一方で製造技術を低いままにして、限度値の設定をいたずらにキビシクしてみても、不良率を大きくすることになり、生産性が悪いのは検査のセイだと思ったら本末転倒というもの。
 さらに、生産性のモンダイだけで事は片づかなくて、OK判定を出すために再検査をくりかえす検査工程の情景を見ていると、当事者のガンバッテいる姿がナミダグマシクて言葉もありません。

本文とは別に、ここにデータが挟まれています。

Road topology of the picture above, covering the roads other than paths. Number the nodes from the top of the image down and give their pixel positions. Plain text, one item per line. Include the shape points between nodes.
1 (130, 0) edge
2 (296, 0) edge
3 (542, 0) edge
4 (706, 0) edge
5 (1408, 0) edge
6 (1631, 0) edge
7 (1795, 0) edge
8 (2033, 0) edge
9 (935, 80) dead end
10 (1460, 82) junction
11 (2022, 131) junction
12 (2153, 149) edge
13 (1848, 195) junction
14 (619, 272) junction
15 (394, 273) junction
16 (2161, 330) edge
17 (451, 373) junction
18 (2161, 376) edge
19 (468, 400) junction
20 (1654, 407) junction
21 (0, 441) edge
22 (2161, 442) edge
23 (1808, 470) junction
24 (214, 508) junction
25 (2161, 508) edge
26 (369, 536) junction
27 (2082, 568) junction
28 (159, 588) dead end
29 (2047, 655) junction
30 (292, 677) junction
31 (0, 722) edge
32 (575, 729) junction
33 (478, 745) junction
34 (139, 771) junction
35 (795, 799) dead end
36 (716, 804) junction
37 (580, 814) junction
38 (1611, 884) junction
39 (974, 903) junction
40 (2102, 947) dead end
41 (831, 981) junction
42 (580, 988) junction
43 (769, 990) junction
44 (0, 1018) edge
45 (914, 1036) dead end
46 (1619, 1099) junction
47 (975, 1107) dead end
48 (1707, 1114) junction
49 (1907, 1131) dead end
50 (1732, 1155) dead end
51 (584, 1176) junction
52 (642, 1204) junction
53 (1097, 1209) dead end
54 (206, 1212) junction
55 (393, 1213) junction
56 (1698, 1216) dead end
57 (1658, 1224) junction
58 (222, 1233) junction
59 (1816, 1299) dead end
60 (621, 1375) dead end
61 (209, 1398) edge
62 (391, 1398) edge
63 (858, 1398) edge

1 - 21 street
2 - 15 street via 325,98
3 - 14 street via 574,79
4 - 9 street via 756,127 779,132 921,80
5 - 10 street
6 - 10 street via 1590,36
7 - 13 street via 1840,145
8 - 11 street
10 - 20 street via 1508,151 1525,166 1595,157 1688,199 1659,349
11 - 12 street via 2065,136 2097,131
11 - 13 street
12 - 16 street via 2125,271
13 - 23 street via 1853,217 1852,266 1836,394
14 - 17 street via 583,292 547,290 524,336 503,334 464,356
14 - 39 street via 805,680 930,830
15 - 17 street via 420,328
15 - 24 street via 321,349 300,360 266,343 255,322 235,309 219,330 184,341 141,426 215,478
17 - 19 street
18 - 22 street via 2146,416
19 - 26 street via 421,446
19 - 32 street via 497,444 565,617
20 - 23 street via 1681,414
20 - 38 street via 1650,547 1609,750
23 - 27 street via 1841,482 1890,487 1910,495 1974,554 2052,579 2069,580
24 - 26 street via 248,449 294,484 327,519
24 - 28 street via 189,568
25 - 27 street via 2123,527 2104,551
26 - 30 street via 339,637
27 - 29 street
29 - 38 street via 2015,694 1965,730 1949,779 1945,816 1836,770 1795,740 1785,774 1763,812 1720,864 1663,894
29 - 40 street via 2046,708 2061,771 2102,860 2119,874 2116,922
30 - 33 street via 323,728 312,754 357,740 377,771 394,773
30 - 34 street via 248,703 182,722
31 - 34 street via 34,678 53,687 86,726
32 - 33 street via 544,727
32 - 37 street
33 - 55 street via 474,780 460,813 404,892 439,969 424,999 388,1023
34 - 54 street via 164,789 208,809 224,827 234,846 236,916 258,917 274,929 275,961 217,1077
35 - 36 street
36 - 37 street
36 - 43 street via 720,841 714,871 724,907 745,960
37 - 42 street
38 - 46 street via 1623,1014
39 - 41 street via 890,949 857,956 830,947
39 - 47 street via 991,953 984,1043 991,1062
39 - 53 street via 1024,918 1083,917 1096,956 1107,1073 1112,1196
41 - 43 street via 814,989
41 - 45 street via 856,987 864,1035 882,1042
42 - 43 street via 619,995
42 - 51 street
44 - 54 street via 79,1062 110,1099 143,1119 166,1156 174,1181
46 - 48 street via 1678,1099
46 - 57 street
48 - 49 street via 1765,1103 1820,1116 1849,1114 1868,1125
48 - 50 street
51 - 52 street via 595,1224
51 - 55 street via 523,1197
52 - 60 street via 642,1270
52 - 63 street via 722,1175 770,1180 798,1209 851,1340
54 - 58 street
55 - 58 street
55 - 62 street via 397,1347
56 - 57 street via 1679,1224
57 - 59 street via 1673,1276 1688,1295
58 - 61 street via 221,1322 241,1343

 でも、この作業者はNG判定がやたら多い理由をナニゲニ気付いていたりして。
だからOK表示が出るまでガンバッタリして。
ところがコレがコワイ!しよっちゅう誤報する火災警報ベルのように。
現代狼少年のままなら、まだしも、抹殺されたり、スイッチを切られてしまったら思想までもおしまい。

均質保証
 製造技術水準の高い工程ではNG限度値を上げて人為検査を続けるよりは、逆に従来の検査水準を一ランク下げても、バラツキ幅(公差)を縮めた自動検査のほうが市場トラブルが消えるものです。
工業製品にアタリハズレは似合わない。
 おとといはやたらHiだと思ったら、昨日はLoのご様子、そしてきょうは荒れ模様なんてえのは生身の愛すべき人達だけにしたいもの。